*What to produce*. Leave the pictures out and reproduce, exactly, the lines from the one with "Which roads connect where in the" through the end of the entries below.

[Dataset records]

══════════════════════════════

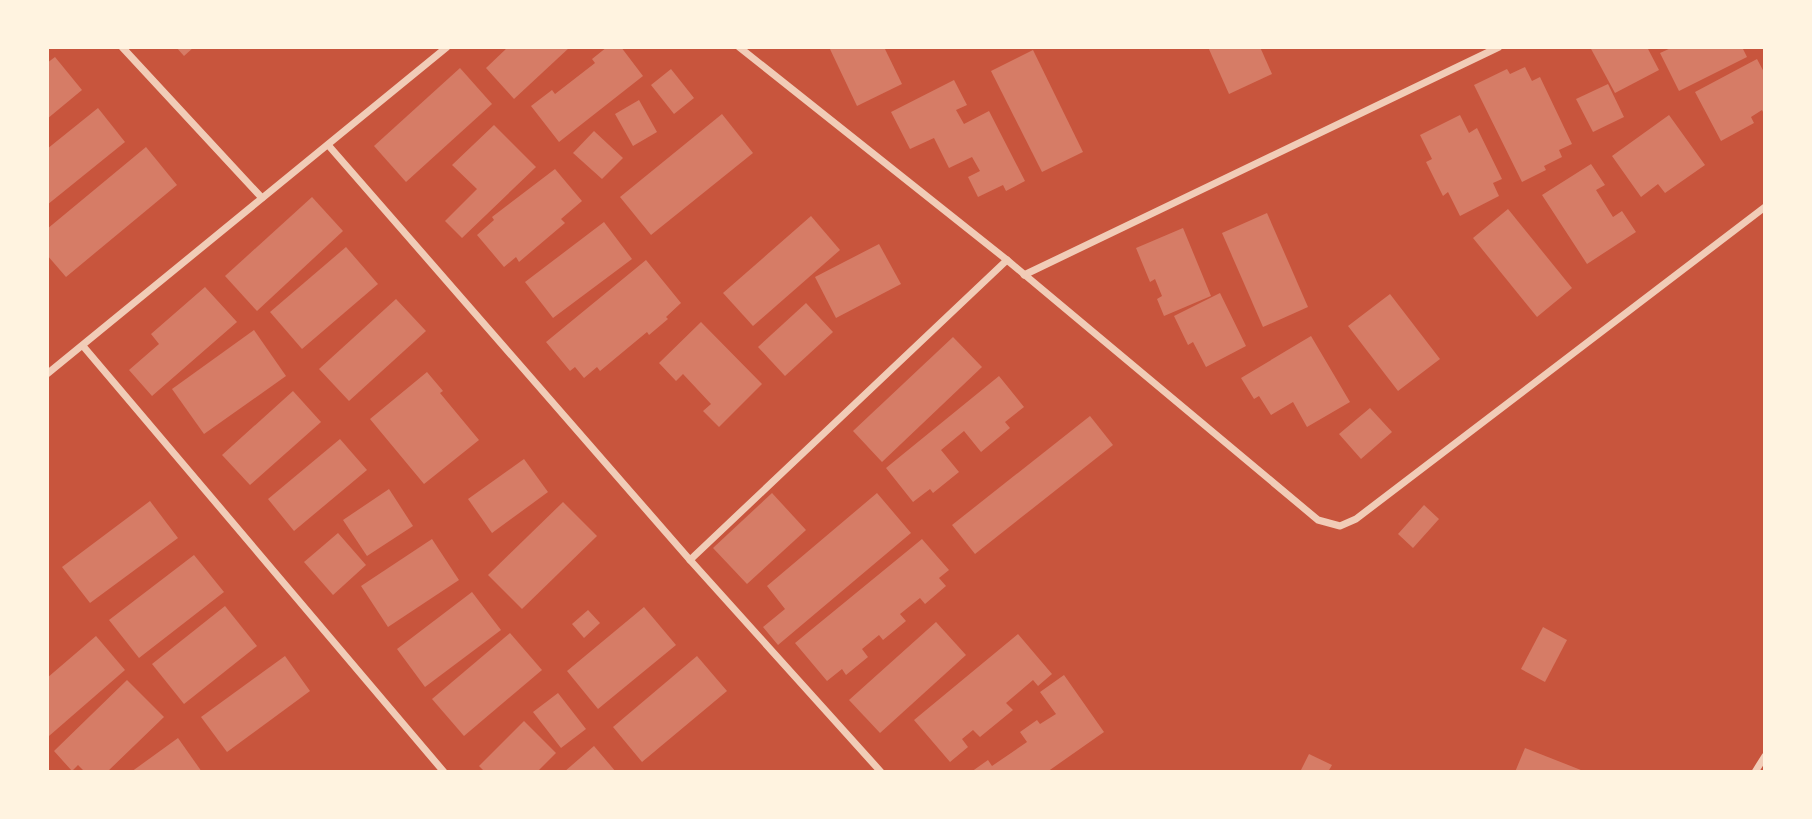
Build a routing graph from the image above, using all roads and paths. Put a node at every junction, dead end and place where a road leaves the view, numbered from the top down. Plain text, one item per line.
1 (122, 47) edge
2 (447, 47) edge
3 (739, 47) edge
4 (1499, 47) edge
5 (329, 146) junction
6 (262, 198) junction
7 (1765, 207) edge
8 (1007, 260) junction
9 (1024, 275) junction
10 (83, 346) junction
11 (47, 374) edge
12 (690, 560) junction
13 (1765, 755) edge
14 (444, 772) edge
15 (881, 772) edge
16 (1755, 772) edge

1 - 6 street
2 - 5 street
3 - 8 street
4 - 9 street
5 - 6 street
5 - 12 street
6 - 10 street
7 - 9 street
8 - 9 street
8 - 12 street
10 - 11 street
10 - 14 street
12 - 15 street
13 - 16 street

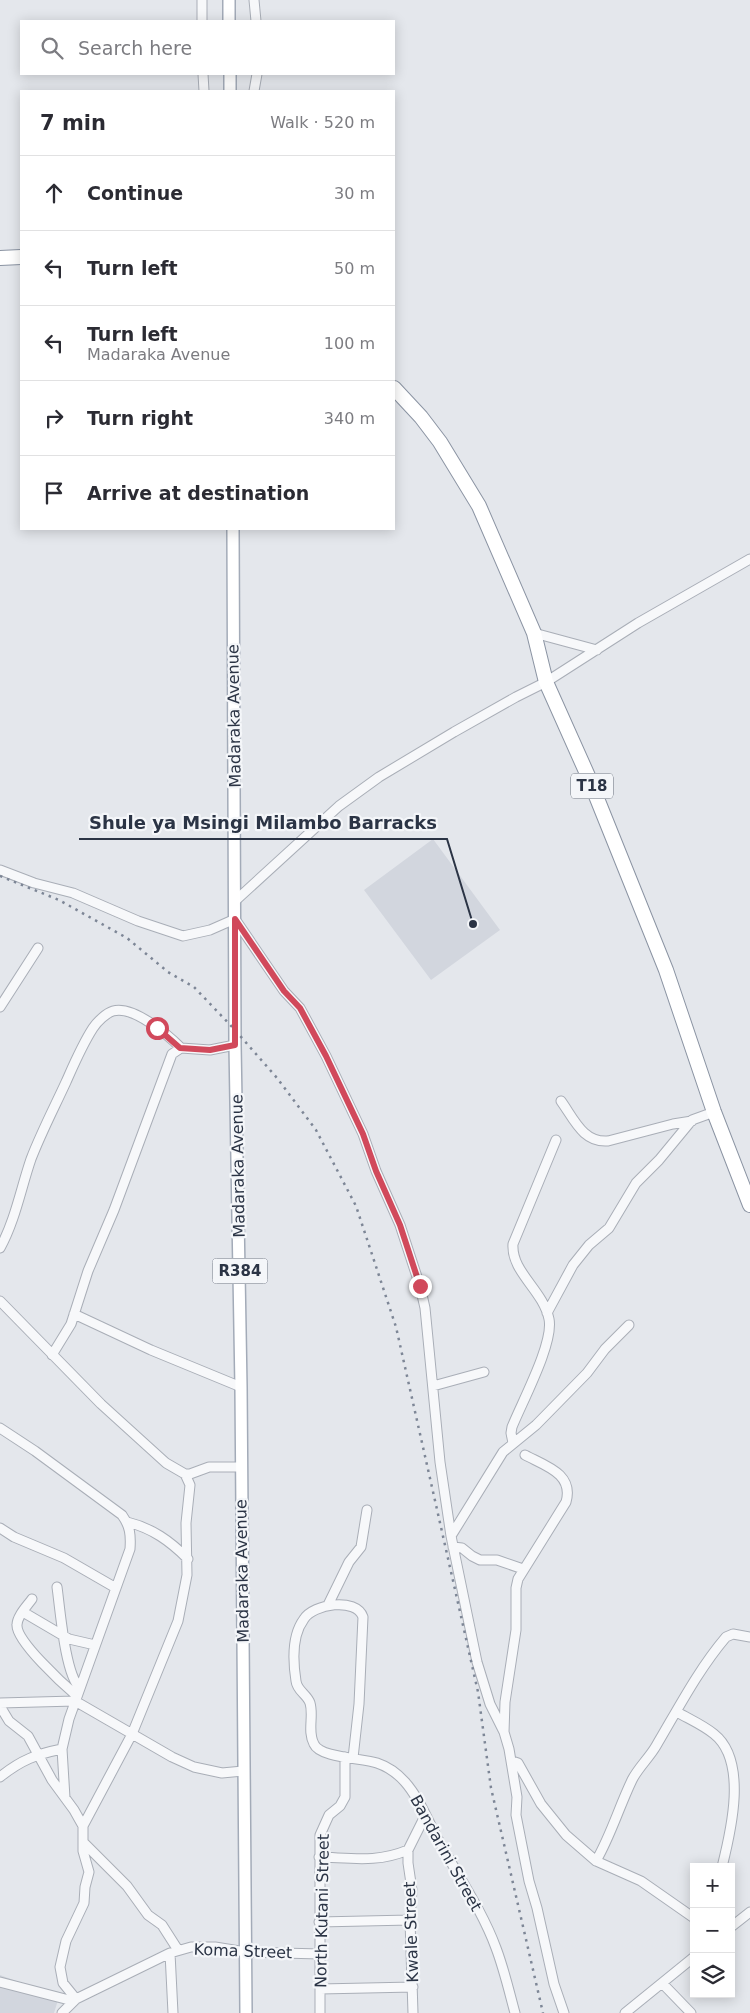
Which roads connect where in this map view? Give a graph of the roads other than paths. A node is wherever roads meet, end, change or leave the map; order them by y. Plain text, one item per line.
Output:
1 (202, 0) edge
2 (229, 0) edge
3 (254, 0) edge
4 (202, 20) edge
5 (229, 20) edge
6 (256, 20) edge
7 (204, 75) edge
8 (230, 75) edge
9 (256, 75) edge
10 (204, 90) edge
11 (230, 90) edge
12 (254, 90) edge
13 (20, 257) edge
14 (0, 258) edge
15 (395, 389) edge
16 (233, 530) edge
17 (750, 559) edge
18 (534, 633) junction
19 (597, 650) junction
20 (546, 682) junction
21 (0, 870) edge
22 (234, 902) junction
23 (235, 919) junction
24 (38, 948) dead end
25 (0, 1007) edge
26 (235, 1045) junction
27 (180, 1048) junction
28 (562, 1101) dead end
29 (714, 1112) junction
30 (692, 1120) junction
31 (556, 1140) dead end
32 (750, 1205) edge
33 (0, 1248) edge
34 (0, 1300) edge
35 (547, 1313) junction
36 (74, 1314) junction
37 (629, 1325) dead end
38 (52, 1354) junction
39 (484, 1372) dead end
40 (432, 1386) junction
41 (241, 1387) junction
42 (0, 1428) edge
43 (513, 1443) junction
44 (526, 1455) dead end
45 (241, 1467) junction
46 (185, 1474) junction
47 (367, 1510) dead end
48 (127, 1522) junction
49 (0, 1528) edge
50 (451, 1536) junction
51 (453, 1547) junction
52 (188, 1559) junction
53 (523, 1569) junction
54 (58, 1587) dead end
55 (116, 1588) junction
56 (32, 1598) dead end
57 (328, 1605) junction
58 (23, 1612) junction
59 (62, 1635) junction
60 (750, 1638) edge
61 (95, 1645) junction
62 (77, 1695) junction
63 (0, 1704) edge
64 (678, 1712) junction
65 (504, 1732) junction
66 (132, 1734) junction
67 (62, 1749) junction
68 (38, 1754) junction
69 (349, 1757) junction
70 (512, 1761) junction
71 (243, 1771) junction
72 (0, 1777) edge
73 (65, 1798) junction
74 (426, 1816) junction
75 (83, 1826) junction
76 (83, 1842) junction
77 (408, 1850) junction
78 (319, 1857) junction
79 (596, 1861) junction
80 (723, 1863) edge
81 (750, 1912) edge
82 (690, 1915) edge
83 (410, 1920) junction
84 (319, 1922) junction
85 (735, 1924) edge
86 (174, 1952) junction
87 (246, 1952) junction
88 (320, 1954) junction
89 (690, 1960) edge
90 (0, 1982) edge
91 (662, 1983) junction
92 (413, 1987) junction
93 (320, 1989) junction
94 (75, 2000) junction
95 (62, 2013) edge
96 (173, 2013) edge
97 (246, 2013) edge
98 (320, 2013) edge
99 (413, 2013) edge
100 (515, 2013) edge
101 (564, 2013) edge
102 (625, 2013) edge
103 (691, 2013) edge

1 - 4 street
2 - 5 main road
3 - 6 street
7 - 10 street
8 - 11 main road
9 - 12 street
13 - 14 highway
15 - 18 highway, T18
16 - 22 main road, Madaraka Avenue / R384
17 - 19 street
18 - 19 street
18 - 20 highway, T18
19 - 20 street
20 - 22 street
20 - 29 highway, T18
21 - 23 street
22 - 23 main road, Madaraka Avenue / R384
23 - 26 main road, Madaraka Avenue / R384
23 - 40 street
24 - 25 street
26 - 27 street
26 - 41 main road, Madaraka Avenue / R384
27 - 33 street
27 - 36 street
28 - 30 street
29 - 30 street
29 - 32 highway, T18
30 - 35 street
31 - 35 street
34 - 38 street
35 - 43 street
36 - 38 street
36 - 41 street
37 - 43 street
38 - 46 street
39 - 40 street
40 - 50 street
41 - 45 main road, Madaraka Avenue / R384
42 - 48 street
43 - 50 street
44 - 53 street
45 - 46 street
45 - 71 main road, Madaraka Avenue / R384
46 - 52 street
47 - 57 street
48 - 52 street
48 - 55 street
49 - 55 street
50 - 51 street
51 - 53 street
51 - 65 street
52 - 66 street
53 - 65 street
54 - 59 street
55 - 61 street
56 - 58 street
57 - 69 street, North Kutani Street
57 - 69 street, Bandarini Street
58 - 59 street
58 - 62 street
59 - 61 street
59 - 62 street
60 - 64 street
61 - 62 street
62 - 63 street
62 - 66 street
62 - 67 street
63 - 68 street
64 - 79 street
64 - 80 street
65 - 70 street
66 - 71 street
66 - 75 street
67 - 68 street
67 - 73 street
68 - 72 street
68 - 73 street
69 - 74 street, Bandarini Street
69 - 78 street, North Kutani Street
70 - 79 street
70 - 101 street
71 - 87 main road, Madaraka Avenue / R384
73 - 75 street
74 - 77 street
74 - 100 street, Bandarini Street
75 - 76 street
76 - 86 street
76 - 94 street
77 - 78 street
77 - 83 street, Kwale Street
78 - 84 street, North Kutani Street
79 - 82 street
81 - 85 street
83 - 84 street
83 - 92 street, Kwale Street
84 - 88 street, North Kutani Street
86 - 87 street, Koma Street
86 - 94 street, Koma Street
86 - 96 street
87 - 88 street, Koma Street
87 - 97 main road, Madaraka Avenue / R384
88 - 93 street, North Kutani Street
89 - 91 street
90 - 94 street
91 - 102 street
91 - 103 street
92 - 93 street
92 - 99 street, Kwale Street
93 - 98 street, North Kutani Street
94 - 95 street, Koma Street

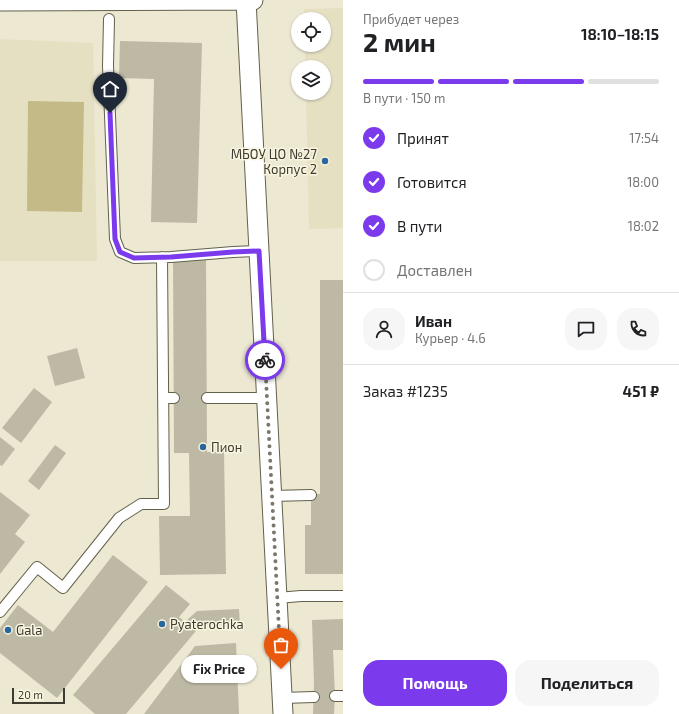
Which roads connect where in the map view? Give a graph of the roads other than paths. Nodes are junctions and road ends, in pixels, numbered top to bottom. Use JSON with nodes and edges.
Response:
{"nodes":[{"id":1,"x":246,"y":0,"type":"edge"},
{"id":2,"x":253,"y":0,"type":"edge"},
{"id":3,"x":0,"y":1,"type":"edge"},
{"id":4,"x":109,"y":19,"type":"dead end"},
{"id":5,"x":259,"y":251,"type":"junction"},
{"id":6,"x":162,"y":257,"type":"junction"},
{"id":7,"x":207,"y":398,"type":"dead end"},
{"id":8,"x":267,"y":398,"type":"junction"},
{"id":9,"x":311,"y":495,"type":"dead end"},
{"id":10,"x":272,"y":496,"type":"junction"},
{"id":11,"x":343,"y":596,"type":"edge"},
{"id":12,"x":277,"y":598,"type":"junction"},
{"id":13,"x":0,"y":612,"type":"edge"},
{"id":14,"x":314,"y":697,"type":"dead end"},
{"id":15,"x":283,"y":706,"type":"edge"}],
"edges":[{"from":1,"to":2,"type":"street"},
{"from":1,"to":3,"type":"street"},
{"from":1,"to":5,"type":"street"},
{"from":4,"to":6,"type":"lane"},
{"from":5,"to":6,"type":"lane"},
{"from":5,"to":8,"type":"street"},
{"from":6,"to":13,"type":"lane"},
{"from":7,"to":8,"type":"lane"},
{"from":8,"to":10,"type":"street"},
{"from":9,"to":10,"type":"lane"},
{"from":10,"to":12,"type":"street"},
{"from":11,"to":12,"type":"lane"},
{"from":12,"to":15,"type":"street"},
{"from":14,"to":15,"type":"lane"}]}
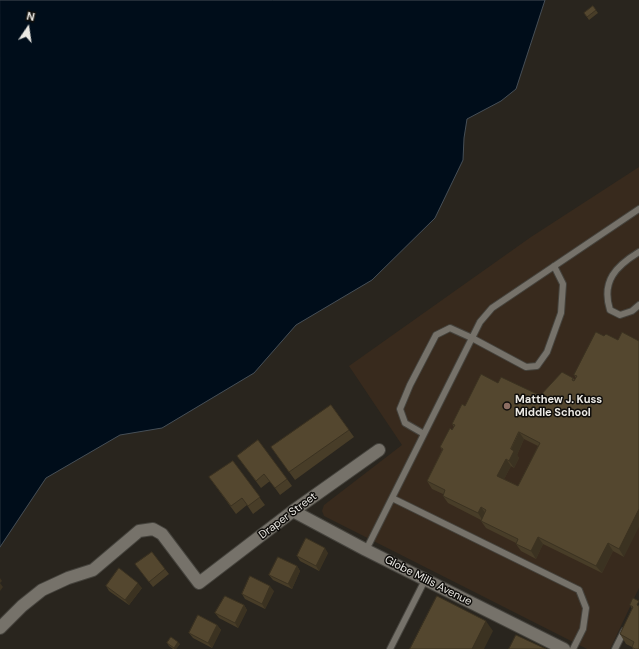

══════════════════════════════

*Answer to this task*.
Which roads connect where in the map view? Give a graph of the roads other than paths. Nodes are junctions and road ends, in pixels, numbered top to bottom. Use JSON with nodes and edges.
Response:
{"nodes":[{"id":1,"x":246,"y":0,"type":"edge"},
{"id":2,"x":253,"y":0,"type":"edge"},
{"id":3,"x":0,"y":1,"type":"edge"},
{"id":4,"x":109,"y":19,"type":"dead end"},
{"id":5,"x":259,"y":251,"type":"junction"},
{"id":6,"x":162,"y":257,"type":"junction"},
{"id":7,"x":207,"y":398,"type":"dead end"},
{"id":8,"x":267,"y":398,"type":"junction"},
{"id":9,"x":311,"y":495,"type":"dead end"},
{"id":10,"x":272,"y":496,"type":"junction"},
{"id":11,"x":343,"y":596,"type":"edge"},
{"id":12,"x":277,"y":598,"type":"junction"},
{"id":13,"x":0,"y":612,"type":"edge"},
{"id":14,"x":314,"y":697,"type":"dead end"},
{"id":15,"x":283,"y":706,"type":"edge"}],
"edges":[{"from":1,"to":2,"type":"street"},
{"from":1,"to":3,"type":"street"},
{"from":1,"to":5,"type":"street"},
{"from":4,"to":6,"type":"lane"},
{"from":5,"to":6,"type":"lane"},
{"from":5,"to":8,"type":"street"},
{"from":6,"to":13,"type":"lane"},
{"from":7,"to":8,"type":"lane"},
{"from":8,"to":10,"type":"street"},
{"from":9,"to":10,"type":"lane"},
{"from":10,"to":12,"type":"street"},
{"from":11,"to":12,"type":"lane"},
{"from":12,"to":15,"type":"street"},
{"from":14,"to":15,"type":"lane"}]}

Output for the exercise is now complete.